Exercise details → Before you return the lines below, strip out any images and keep every word as written.

Material to process below:

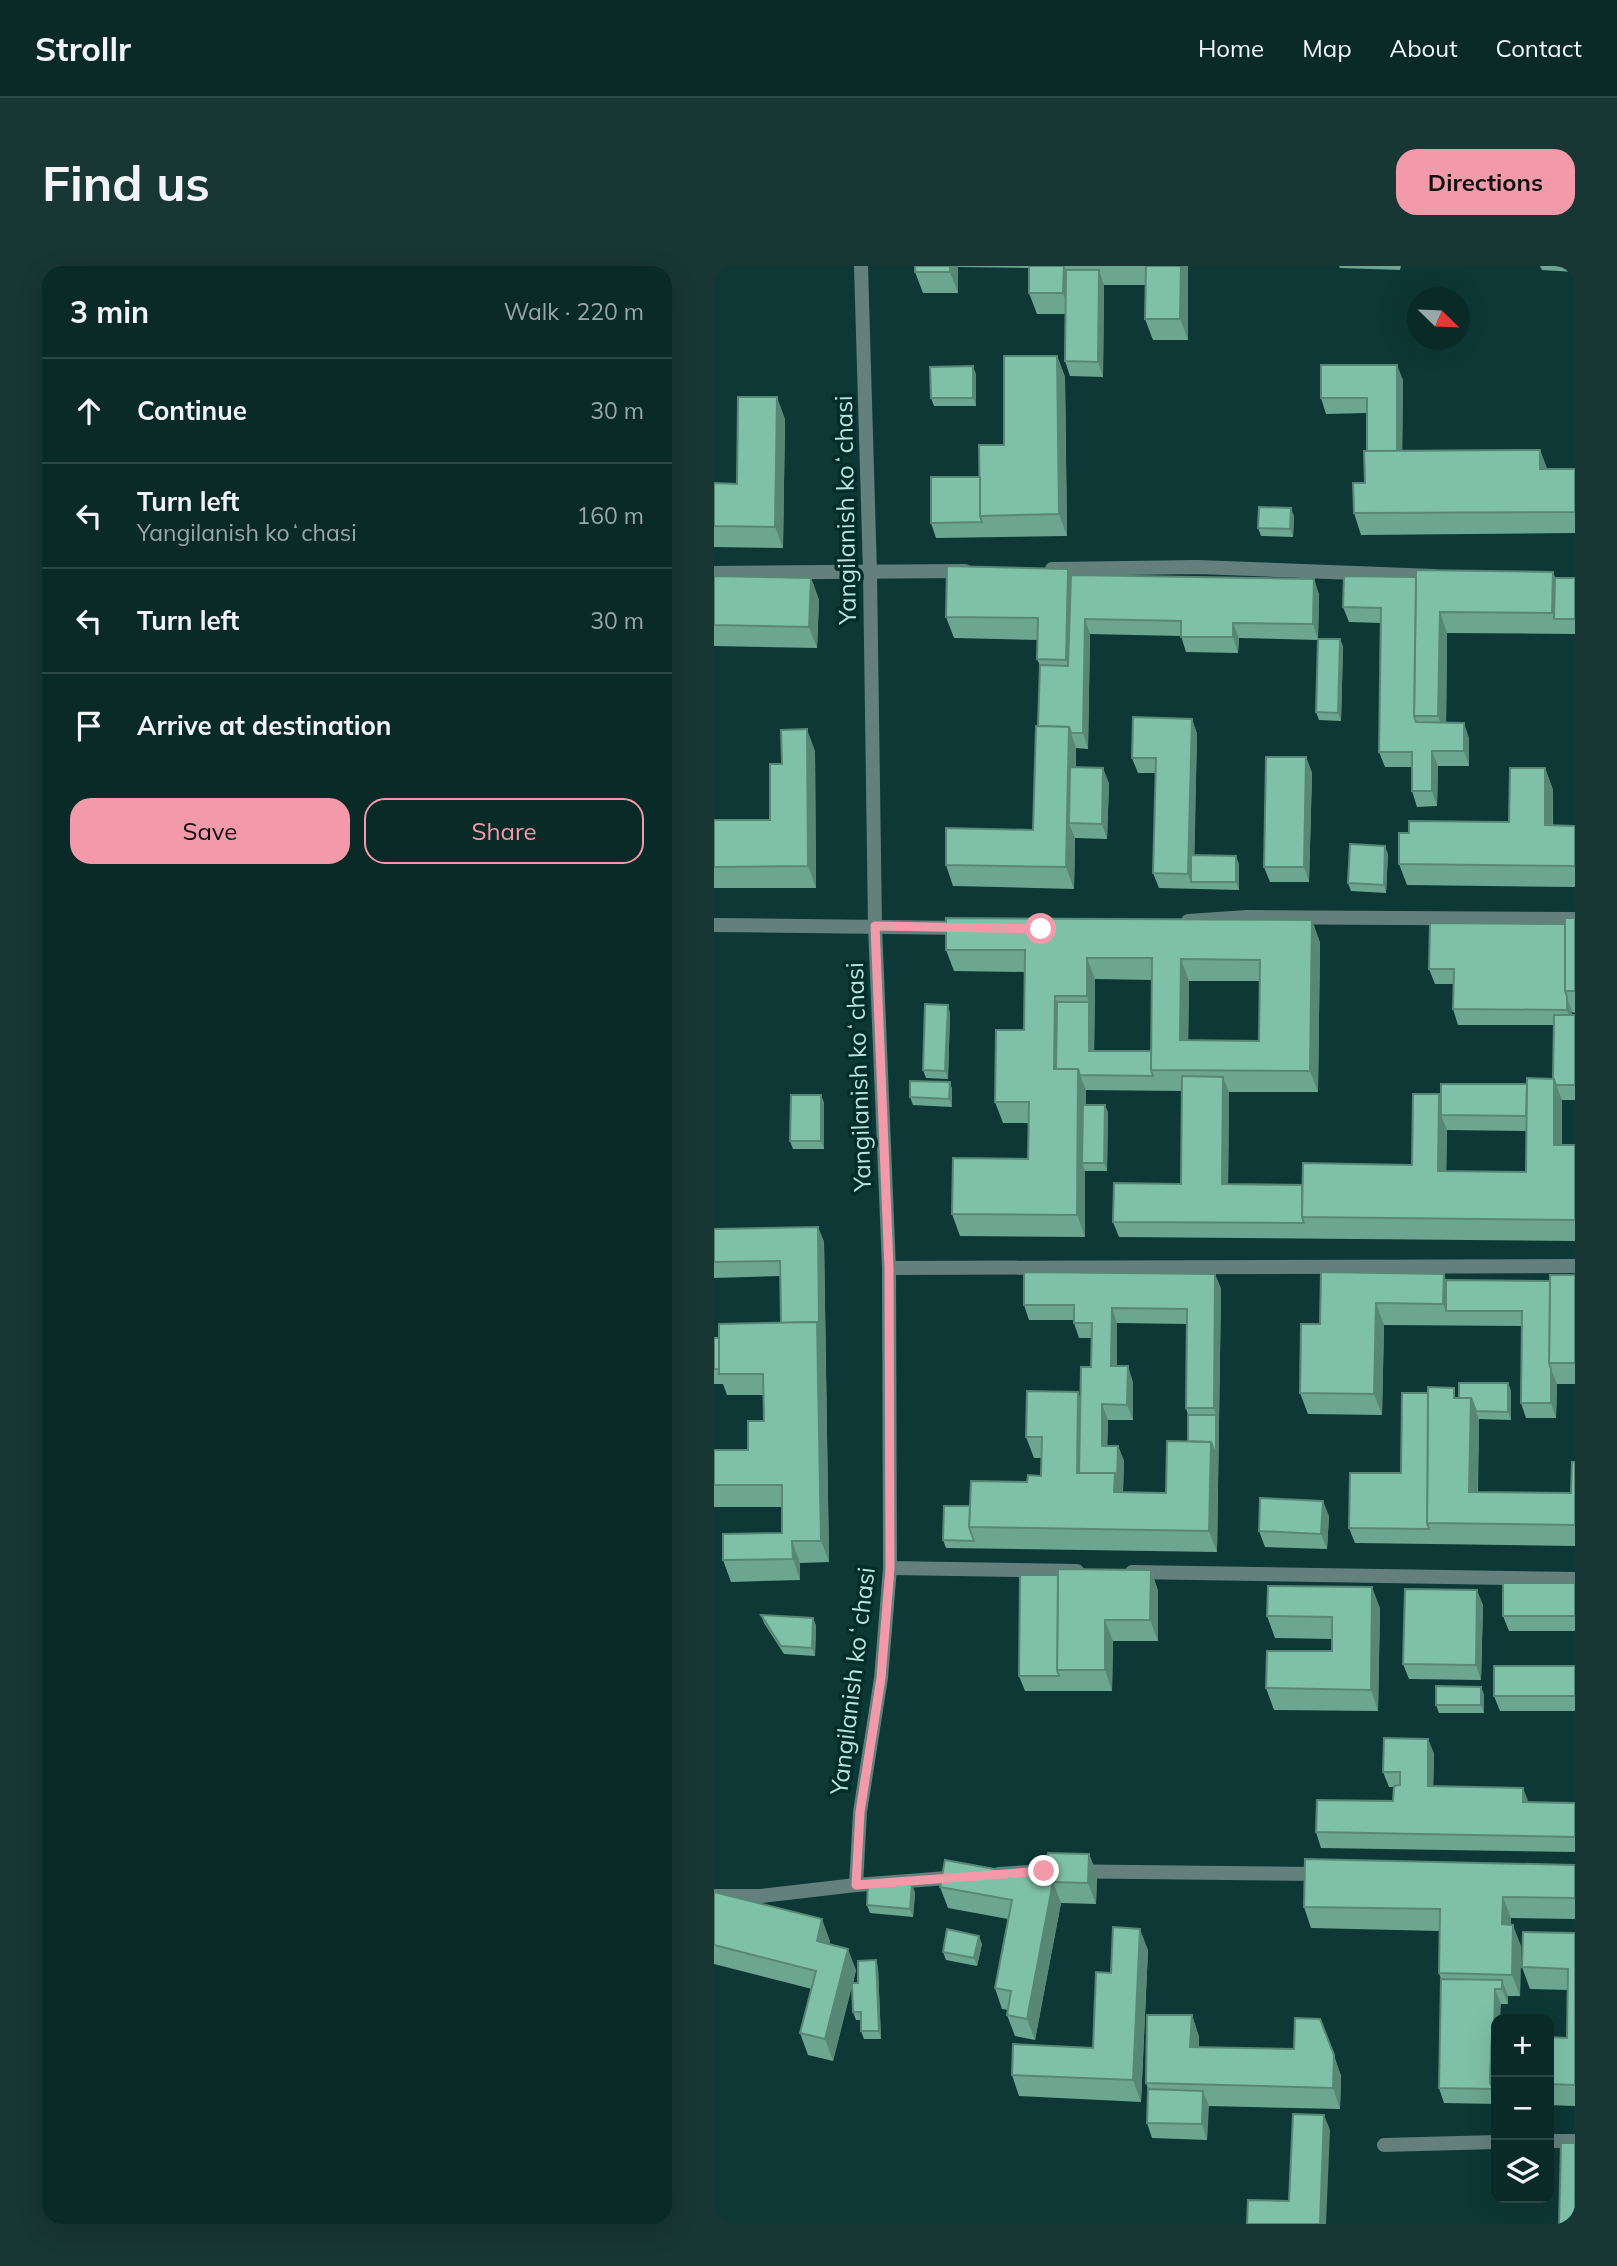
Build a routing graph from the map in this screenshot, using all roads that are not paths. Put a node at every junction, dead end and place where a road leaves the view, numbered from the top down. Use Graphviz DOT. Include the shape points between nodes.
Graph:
graph roads {
  1 [pos="861,266"];
  2 [pos="1034,569"];
  3 [pos="979,570"];
  4 [pos="870,572"];
  5 [pos="714,573"];
  6 [pos="1448,576"];
  7 [pos="1575,919"];
  8 [pos="1178,921"];
  9 [pos="714,925"];
  10 [pos="875,926"];
  11 [pos="986,928"];
  12 [pos="1575,1266"];
  13 [pos="889,1268"];
  14 [pos="890,1568"];
  15 [pos="1086,1571"];
  16 [pos="1114,1572"];
  17 [pos="1575,1579"];
  18 [pos="1335,1874"];
  19 [pos="856,1885"];
  20 [pos="714,1896"];
  21 [pos="1554,2141"];
  22 [pos="1575,2141"];
  23 [pos="1491,2142"];
  24 [pos="1384,2145"];
  1 -- 4 [label="street, Yangilanish koʻchasi"];
  2 -- 6 [label="street" via="1198,567"];
  3 -- 4 [label="street"];
  4 -- 5 [label="street"];
  4 -- 10 [label="street, Yangilanish koʻchasi"];
  7 -- 8 [label="street" via="1247,917"];
  9 -- 10 [label="street"];
  10 -- 11 [label="street"];
  10 -- 13 [label="street, Yangilanish koʻchasi"];
  12 -- 13 [label="street"];
  13 -- 14 [label="street, Yangilanish koʻchasi"];
  14 -- 15 [label="street"];
  14 -- 19 [label="street, Yangilanish koʻchasi" via="881,1678 860,1812"];
  16 -- 17 [label="street"];
  18 -- 19 [label="street" via="1044,1871"];
  19 -- 20 [label="street" via="761,1896"];
  21 -- 22 [label="street"];
  23 -- 24 [label="street"];
}
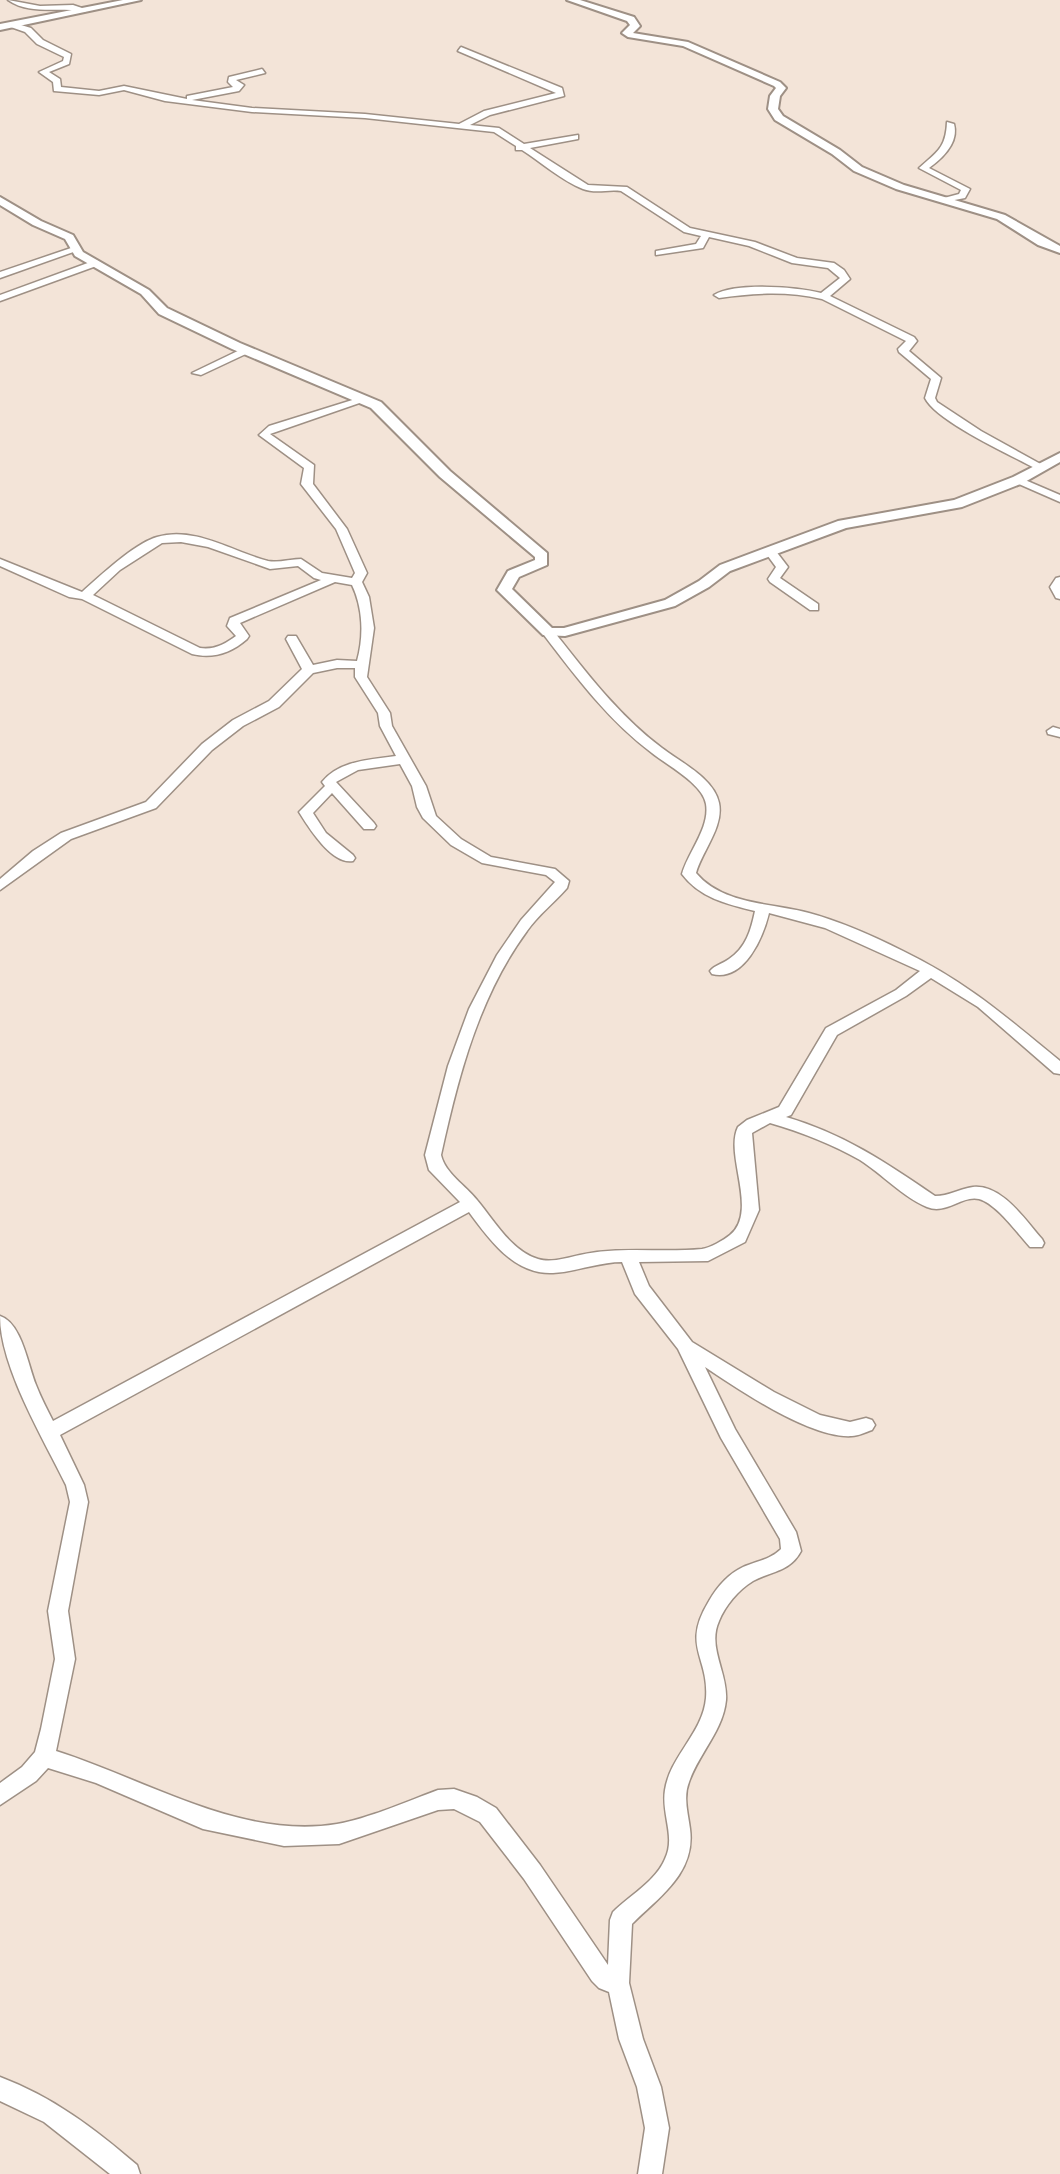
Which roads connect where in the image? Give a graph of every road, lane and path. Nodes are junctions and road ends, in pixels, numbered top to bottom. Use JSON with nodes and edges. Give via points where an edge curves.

End of Material to process.

Written solution →
Build a routing graph from the map in this screenshot, using all roads that are not paths. Put a node at every junction, dead end and place where a road leaves the view, numbered from the top down. Use Graphviz DOT. Include the shape points between nodes.
Graph:
graph roads {
  1 [pos="861,266"];
  2 [pos="1034,569"];
  3 [pos="979,570"];
  4 [pos="870,572"];
  5 [pos="714,573"];
  6 [pos="1448,576"];
  7 [pos="1575,919"];
  8 [pos="1178,921"];
  9 [pos="714,925"];
  10 [pos="875,926"];
  11 [pos="986,928"];
  12 [pos="1575,1266"];
  13 [pos="889,1268"];
  14 [pos="890,1568"];
  15 [pos="1086,1571"];
  16 [pos="1114,1572"];
  17 [pos="1575,1579"];
  18 [pos="1335,1874"];
  19 [pos="856,1885"];
  20 [pos="714,1896"];
  21 [pos="1554,2141"];
  22 [pos="1575,2141"];
  23 [pos="1491,2142"];
  24 [pos="1384,2145"];
  1 -- 4 [label="street, Yangilanish koʻchasi"];
  2 -- 6 [label="street" via="1198,567"];
  3 -- 4 [label="street"];
  4 -- 5 [label="street"];
  4 -- 10 [label="street, Yangilanish koʻchasi"];
  7 -- 8 [label="street" via="1247,917"];
  9 -- 10 [label="street"];
  10 -- 11 [label="street"];
  10 -- 13 [label="street, Yangilanish koʻchasi"];
  12 -- 13 [label="street"];
  13 -- 14 [label="street, Yangilanish koʻchasi"];
  14 -- 15 [label="street"];
  14 -- 19 [label="street, Yangilanish koʻchasi" via="881,1678 860,1812"];
  16 -- 17 [label="street"];
  18 -- 19 [label="street" via="1044,1871"];
  19 -- 20 [label="street" via="761,1896"];
  21 -- 22 [label="street"];
  23 -- 24 [label="street"];
}
Which roads connect where in the image? Give a graph of every road, lane and path. Nodes are junctions and road ends, in pixels, numbered top to bottom. Use JSON with nodes and edges. Give via points where an edge curves.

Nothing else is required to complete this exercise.